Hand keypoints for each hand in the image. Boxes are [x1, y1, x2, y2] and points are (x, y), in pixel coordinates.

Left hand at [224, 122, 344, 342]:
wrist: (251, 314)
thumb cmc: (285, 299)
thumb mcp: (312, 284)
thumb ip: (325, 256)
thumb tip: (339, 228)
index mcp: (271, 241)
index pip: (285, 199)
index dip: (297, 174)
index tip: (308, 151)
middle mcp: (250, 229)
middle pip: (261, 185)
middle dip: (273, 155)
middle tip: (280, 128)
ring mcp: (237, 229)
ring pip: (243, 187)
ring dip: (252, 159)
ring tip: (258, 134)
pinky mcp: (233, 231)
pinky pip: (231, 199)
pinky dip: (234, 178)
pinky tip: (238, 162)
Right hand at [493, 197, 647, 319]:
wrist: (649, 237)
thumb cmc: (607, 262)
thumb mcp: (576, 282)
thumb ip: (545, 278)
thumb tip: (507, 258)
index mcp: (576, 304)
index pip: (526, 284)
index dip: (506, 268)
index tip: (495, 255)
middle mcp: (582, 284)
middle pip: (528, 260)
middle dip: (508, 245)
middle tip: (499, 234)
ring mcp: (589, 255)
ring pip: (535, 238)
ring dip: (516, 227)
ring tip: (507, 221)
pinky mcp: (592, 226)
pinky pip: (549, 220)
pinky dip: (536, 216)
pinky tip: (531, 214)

■ **HOW TO COMPLETE THIS TASK**
The whole listing above needs to be written out again exactly.

■ **EXERCISE RESULT**
Hand keypoints for each hand in the image. Boxes are [x1, y1, x2, y2] and points are (x, y), in pixel coordinates.

Left hand at [224, 122, 344, 342]:
wrist: (251, 314)
thumb cmc: (285, 299)
thumb mcp: (312, 284)
thumb ip: (325, 256)
thumb tip: (339, 228)
index mcp: (271, 241)
index pip: (285, 199)
index dip: (297, 174)
index tip: (308, 151)
middle mcp: (250, 229)
middle pip: (261, 185)
middle dip: (273, 155)
middle tip: (280, 128)
ring mcp: (237, 229)
ring pip: (243, 187)
ring dip: (252, 159)
ring tip: (258, 134)
pinky mcp: (233, 231)
pinky pip: (231, 199)
pinky dip: (234, 178)
pinky tip: (238, 162)
Right hand at [493, 197, 647, 319]:
wrist: (649, 237)
thumb cmc: (607, 262)
thumb mcp: (576, 282)
thumb ip: (545, 278)
thumb tip: (507, 258)
index mcp: (576, 304)
index pip: (526, 284)
index dip: (506, 268)
index tip: (495, 255)
middle mcp: (582, 284)
middle pip: (528, 260)
middle dip: (508, 245)
middle tip: (499, 234)
ring mcp: (589, 255)
ring pip: (535, 238)
ring dip: (516, 227)
ring tip: (507, 221)
pinky mcp: (592, 226)
pinky pip: (549, 220)
pinky dip: (536, 216)
pinky tip: (531, 214)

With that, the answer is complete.